A medida que Lácides interceptaba las conversaciones de los tinteros, fue descubriendo que muchas de ellas eran en clave, y como su costumbre es analizar cuidadosamente la intención y el contenido de cada versión, decidió dejar en manos de la interpretación cada trama y drama que escuchaba. ¿Interpretación? ¡Brillante! «Uf… de cuántas peloteras se librarían los humanos si aprendieran a interpretar cada mensaje que se mueve entre los oídos de las personas, incluso hasta los insultos», dijo el poeta en medio de la serenidad que regresó minutos después de la estampida telúrica en la ciudad.
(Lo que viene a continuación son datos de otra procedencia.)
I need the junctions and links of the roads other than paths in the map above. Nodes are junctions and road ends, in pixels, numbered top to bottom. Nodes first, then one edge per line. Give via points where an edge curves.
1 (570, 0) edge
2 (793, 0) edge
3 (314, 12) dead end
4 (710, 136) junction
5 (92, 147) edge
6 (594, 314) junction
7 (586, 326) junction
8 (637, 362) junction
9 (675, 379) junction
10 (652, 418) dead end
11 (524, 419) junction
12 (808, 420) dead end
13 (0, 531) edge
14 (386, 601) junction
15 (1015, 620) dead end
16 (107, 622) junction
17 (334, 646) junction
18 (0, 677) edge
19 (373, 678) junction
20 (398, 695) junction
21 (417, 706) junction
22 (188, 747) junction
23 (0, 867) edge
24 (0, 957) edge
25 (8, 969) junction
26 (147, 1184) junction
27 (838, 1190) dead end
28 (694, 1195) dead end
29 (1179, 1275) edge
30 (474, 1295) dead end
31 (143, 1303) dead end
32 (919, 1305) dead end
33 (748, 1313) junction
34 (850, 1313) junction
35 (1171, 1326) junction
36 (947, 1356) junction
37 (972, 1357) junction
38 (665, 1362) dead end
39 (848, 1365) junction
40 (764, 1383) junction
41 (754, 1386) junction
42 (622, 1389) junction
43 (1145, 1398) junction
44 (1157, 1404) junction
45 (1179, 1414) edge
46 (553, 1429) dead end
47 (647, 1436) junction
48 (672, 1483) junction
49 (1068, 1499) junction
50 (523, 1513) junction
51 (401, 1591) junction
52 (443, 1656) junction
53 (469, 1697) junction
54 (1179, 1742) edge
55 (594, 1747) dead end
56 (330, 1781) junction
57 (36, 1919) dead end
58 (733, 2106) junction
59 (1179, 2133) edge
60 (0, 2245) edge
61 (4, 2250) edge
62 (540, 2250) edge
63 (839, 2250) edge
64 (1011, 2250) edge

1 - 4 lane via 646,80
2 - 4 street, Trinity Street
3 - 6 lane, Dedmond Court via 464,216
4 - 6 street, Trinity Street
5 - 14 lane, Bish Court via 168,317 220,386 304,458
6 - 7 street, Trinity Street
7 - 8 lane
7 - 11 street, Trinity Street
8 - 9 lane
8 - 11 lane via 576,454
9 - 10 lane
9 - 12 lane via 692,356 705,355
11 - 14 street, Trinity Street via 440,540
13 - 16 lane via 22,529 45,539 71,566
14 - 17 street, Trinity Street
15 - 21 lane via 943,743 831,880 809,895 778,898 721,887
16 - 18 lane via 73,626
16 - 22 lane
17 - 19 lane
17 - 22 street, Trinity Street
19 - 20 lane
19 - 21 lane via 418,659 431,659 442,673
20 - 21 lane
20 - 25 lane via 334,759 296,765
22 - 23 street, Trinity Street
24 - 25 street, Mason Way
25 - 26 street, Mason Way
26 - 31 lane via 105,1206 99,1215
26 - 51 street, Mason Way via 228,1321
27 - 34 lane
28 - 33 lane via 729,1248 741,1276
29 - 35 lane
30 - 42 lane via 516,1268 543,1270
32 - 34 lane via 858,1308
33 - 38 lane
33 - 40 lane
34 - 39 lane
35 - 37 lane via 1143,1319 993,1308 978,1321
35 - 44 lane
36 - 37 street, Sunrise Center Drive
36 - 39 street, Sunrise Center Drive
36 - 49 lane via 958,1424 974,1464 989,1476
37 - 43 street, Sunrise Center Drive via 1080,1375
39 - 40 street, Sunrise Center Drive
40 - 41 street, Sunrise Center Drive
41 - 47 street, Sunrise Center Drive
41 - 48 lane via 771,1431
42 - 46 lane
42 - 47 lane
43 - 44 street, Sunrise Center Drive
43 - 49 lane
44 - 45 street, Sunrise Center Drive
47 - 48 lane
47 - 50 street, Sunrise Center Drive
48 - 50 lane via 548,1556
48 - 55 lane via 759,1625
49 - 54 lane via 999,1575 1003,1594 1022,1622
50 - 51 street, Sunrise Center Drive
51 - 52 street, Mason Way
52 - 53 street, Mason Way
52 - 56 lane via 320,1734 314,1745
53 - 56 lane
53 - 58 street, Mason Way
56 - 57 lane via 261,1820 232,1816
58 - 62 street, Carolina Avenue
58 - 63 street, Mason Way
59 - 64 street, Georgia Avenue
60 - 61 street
De verdad, a veces —o con mucha frecuencia—, la lanza de comentarios al aire que sacude al mismo planeta como si nada pasara y, para más pesares, la interpretación insuficiente de los oídos inoportunos que asumen cualquier comentario como ofensivo, cierto y tergiversado —sin argumentos y sin necesidad de considerarlos chismes— terminan convertidos en armas peligrosas. El ejercicio que Lácides está practicando en la rutina de sus tintos es aprender a escuchar y filtrar lo que le incomoda, ya que él no puede hacerse responsable de lo que escucha, pero la sabiduría le ha enseñado a interpretar a su máxima placidez para no dejarse afectar por tanta toxicidad en las palabras de la gente.
Aunque Lácides es un personaje imaginario según su creador, el poeta Puertas, meticuloso, le ha parado bolas a ese cuento de construir paz gracias a la filosofía de la calle y, para bien o para mal, esto le ha facilitado su existencia en este océano de gente capaz de producir maremotos con tan solo pronunciar una palabra malintencionada.
Aprender a escuchar e interpretar es un maravilloso ejercicio que conduce a la paz.